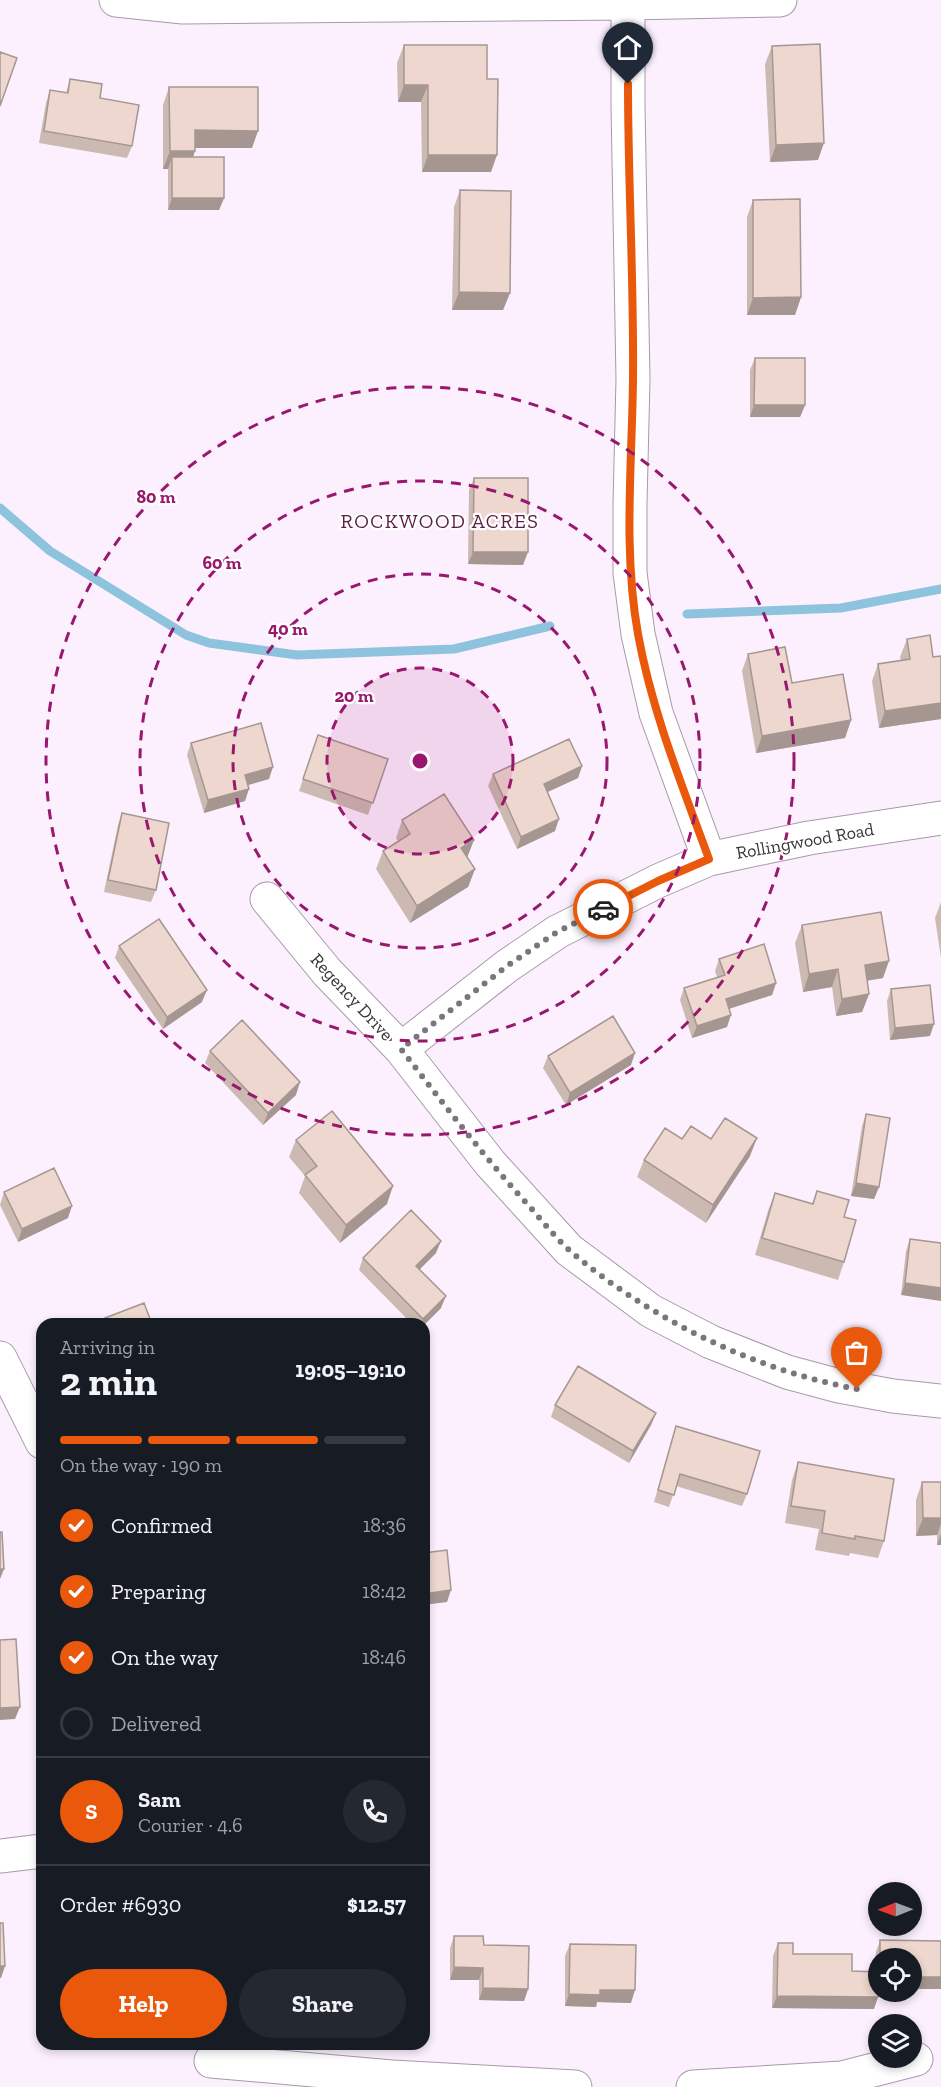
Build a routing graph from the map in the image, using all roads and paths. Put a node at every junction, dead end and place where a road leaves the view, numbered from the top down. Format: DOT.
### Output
graph roads {
  1 [pos="116,0"];
  2 [pos="780,0"];
  3 [pos="628,2"];
  4 [pos="941,818"];
  5 [pos="709,859"];
  6 [pos="267,899"];
  7 [pos="401,1049"];
  8 [pos="0,1358"];
  9 [pos="941,1401"];
  10 [pos="36,1430"];
  11 [pos="36,1852"];
  12 [pos="0,1856"];
  13 [pos="211,2064"];
  14 [pos="881,2068"];
  15 [pos="576,2087"];
  16 [pos="693,2087"];
  1 -- 3 [label="street"];
  2 -- 3 [label="street"];
  3 -- 5 [label="street"];
  4 -- 5 [label="street, Rollingwood Road"];
  5 -- 7 [label="street, Rollingwood Road"];
  6 -- 7 [label="street, Regency Drive"];
  7 -- 9 [label="street, Regency Drive"];
  8 -- 10 [label="street"];
  11 -- 12 [label="street"];
  13 -- 15 [label="street"];
  14 -- 16 [label="street"];
}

▸ **About this exercise**
Could the entries above be returned verbatim, with no pictures included?

▸ **Solution**
Build a routing graph from the map in the image, using all roads and paths. Put a node at every junction, dead end and place where a road leaves the view, numbered from the top down. Format: DOT.
### Output
graph roads {
  1 [pos="116,0"];
  2 [pos="780,0"];
  3 [pos="628,2"];
  4 [pos="941,818"];
  5 [pos="709,859"];
  6 [pos="267,899"];
  7 [pos="401,1049"];
  8 [pos="0,1358"];
  9 [pos="941,1401"];
  10 [pos="36,1430"];
  11 [pos="36,1852"];
  12 [pos="0,1856"];
  13 [pos="211,2064"];
  14 [pos="881,2068"];
  15 [pos="576,2087"];
  16 [pos="693,2087"];
  1 -- 3 [label="street"];
  2 -- 3 [label="street"];
  3 -- 5 [label="street"];
  4 -- 5 [label="street, Rollingwood Road"];
  5 -- 7 [label="street, Rollingwood Road"];
  6 -- 7 [label="street, Regency Drive"];
  7 -- 9 [label="street, Regency Drive"];
  8 -- 10 [label="street"];
  11 -- 12 [label="street"];
  13 -- 15 [label="street"];
  14 -- 16 [label="street"];
}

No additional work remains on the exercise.